In 2005, the Pennsylvania High School Coaching Initiative (PAHSCI) began working with 26 high schools in 16 high-needs districts.   To monitor the progress and effects of the initiative, PAHSCI invested in research and evaluation from the start.  Several studies of PAHSCI were conducted in recent years, by research partners Research for Action, MPR Associates, Inc., Success for All, and the Academy for Educational Development. 

PAHSCI:  From Promise to Practice offers a summary of the research on PAHSCI.  Below are some highlights from these studies; the full studies are available on PAHSCI's Research Findings page. 

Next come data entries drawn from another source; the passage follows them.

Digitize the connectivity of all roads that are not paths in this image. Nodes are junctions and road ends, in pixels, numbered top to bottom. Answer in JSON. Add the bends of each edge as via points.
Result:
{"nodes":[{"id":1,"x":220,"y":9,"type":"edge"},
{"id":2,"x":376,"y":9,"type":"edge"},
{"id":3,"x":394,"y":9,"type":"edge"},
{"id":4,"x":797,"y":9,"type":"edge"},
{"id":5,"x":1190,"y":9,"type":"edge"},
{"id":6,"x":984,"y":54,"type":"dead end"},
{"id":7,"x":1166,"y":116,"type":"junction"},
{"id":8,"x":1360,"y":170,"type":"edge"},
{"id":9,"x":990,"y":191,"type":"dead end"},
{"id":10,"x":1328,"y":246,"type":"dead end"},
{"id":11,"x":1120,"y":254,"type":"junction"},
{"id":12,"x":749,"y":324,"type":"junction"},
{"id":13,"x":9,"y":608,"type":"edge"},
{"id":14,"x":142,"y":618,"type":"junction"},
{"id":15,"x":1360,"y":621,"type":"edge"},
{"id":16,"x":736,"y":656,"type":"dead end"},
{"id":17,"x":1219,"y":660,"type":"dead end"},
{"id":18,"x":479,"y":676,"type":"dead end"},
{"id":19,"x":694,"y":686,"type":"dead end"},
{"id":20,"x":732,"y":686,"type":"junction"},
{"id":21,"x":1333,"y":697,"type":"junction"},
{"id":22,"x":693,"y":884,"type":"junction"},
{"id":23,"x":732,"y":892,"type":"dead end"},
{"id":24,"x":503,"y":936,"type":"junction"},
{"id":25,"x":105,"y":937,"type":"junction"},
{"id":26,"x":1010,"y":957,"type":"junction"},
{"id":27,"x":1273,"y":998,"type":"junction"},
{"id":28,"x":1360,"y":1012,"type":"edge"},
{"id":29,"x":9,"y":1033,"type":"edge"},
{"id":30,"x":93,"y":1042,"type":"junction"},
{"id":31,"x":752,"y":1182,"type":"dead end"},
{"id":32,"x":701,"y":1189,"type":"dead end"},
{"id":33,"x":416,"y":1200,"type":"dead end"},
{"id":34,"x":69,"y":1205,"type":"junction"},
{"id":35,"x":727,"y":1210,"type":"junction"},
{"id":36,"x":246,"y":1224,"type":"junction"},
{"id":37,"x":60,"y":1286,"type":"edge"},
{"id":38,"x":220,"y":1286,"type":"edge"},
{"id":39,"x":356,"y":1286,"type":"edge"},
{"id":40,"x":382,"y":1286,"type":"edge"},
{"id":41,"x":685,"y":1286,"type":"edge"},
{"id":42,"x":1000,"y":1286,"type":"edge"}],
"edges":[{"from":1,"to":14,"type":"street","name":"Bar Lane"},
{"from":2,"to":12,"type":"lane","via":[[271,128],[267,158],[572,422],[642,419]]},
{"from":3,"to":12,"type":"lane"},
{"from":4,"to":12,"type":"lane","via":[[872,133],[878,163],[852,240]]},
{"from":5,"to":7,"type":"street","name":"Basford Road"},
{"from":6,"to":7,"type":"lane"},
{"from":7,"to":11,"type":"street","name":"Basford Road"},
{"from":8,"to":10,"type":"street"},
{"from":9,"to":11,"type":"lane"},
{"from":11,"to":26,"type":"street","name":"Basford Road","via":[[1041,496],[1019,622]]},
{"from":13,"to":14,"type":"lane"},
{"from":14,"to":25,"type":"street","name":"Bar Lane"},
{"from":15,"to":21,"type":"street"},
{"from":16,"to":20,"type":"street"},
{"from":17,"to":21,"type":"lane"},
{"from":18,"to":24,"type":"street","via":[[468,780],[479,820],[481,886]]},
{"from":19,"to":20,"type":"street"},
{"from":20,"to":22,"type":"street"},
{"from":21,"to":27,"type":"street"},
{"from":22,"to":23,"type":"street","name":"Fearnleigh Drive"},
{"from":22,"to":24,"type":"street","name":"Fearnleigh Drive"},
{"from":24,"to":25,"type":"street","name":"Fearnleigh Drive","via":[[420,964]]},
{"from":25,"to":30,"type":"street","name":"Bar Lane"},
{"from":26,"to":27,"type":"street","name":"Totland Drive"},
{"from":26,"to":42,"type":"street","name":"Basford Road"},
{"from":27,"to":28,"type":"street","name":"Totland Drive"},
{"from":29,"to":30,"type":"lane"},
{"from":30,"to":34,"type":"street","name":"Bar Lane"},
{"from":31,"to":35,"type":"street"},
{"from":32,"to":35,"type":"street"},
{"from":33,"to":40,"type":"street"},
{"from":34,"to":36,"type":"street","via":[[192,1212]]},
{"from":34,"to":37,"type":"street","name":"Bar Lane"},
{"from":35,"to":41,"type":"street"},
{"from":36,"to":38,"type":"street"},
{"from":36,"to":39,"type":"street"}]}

Although PAHSCI is a school reform model  focused  directly on improving teaching and learning in classrooms, this work was supported by a complex infrastructure that included several partners, a specific literacy framework, content mentors and leadership mentors, professional development, and other components.  Some of these components are addressed in the research highlights below.

 

The Early Studies: Implementation Issues


The first PAHSCI studies looked mainly at the organization and implementation of the instructional coaching program. Studies examined what coaches were learning and doing; how they were viewed and supported in their schools; what kinds of obstacles they encountered; how teachers and administrators were responding to PAHSCI, and other issues. 

Teachers.  Greater percentages of teachers who were frequently coached one-on-one (compared with teachers coached less frequently or not at all) reported:

  • Improvement in the quality of their instruction.
  • Engagement and enthusiasm among their students.
  • Evidence of their students’ ability to think critically.
  • Participation in joint lesson planning.

They also noted that coaches addressed their needs as teachers and served as a catalyst for learning among school staff. 

Instructional Coaches.  Coaches were experienced educators, and about 80 percent were women.  They had an average of 17.5 years of teaching experience, and their positions prior to coaching were:

  • Classroom teacher: 67 percent.
  • Teacher leader: 12 percent.
  • Department head: 10 percent.

The activities coaches most frequently engaged in were:

  • Planning lessons with teachers.
  • Locating and creating classroom resources.
  • Responding to teachers’ concerns.

The Role of PAHSCI.  PAHSCI served as a catalyst for organizational and cultural change within schools and supported change in classroom practices.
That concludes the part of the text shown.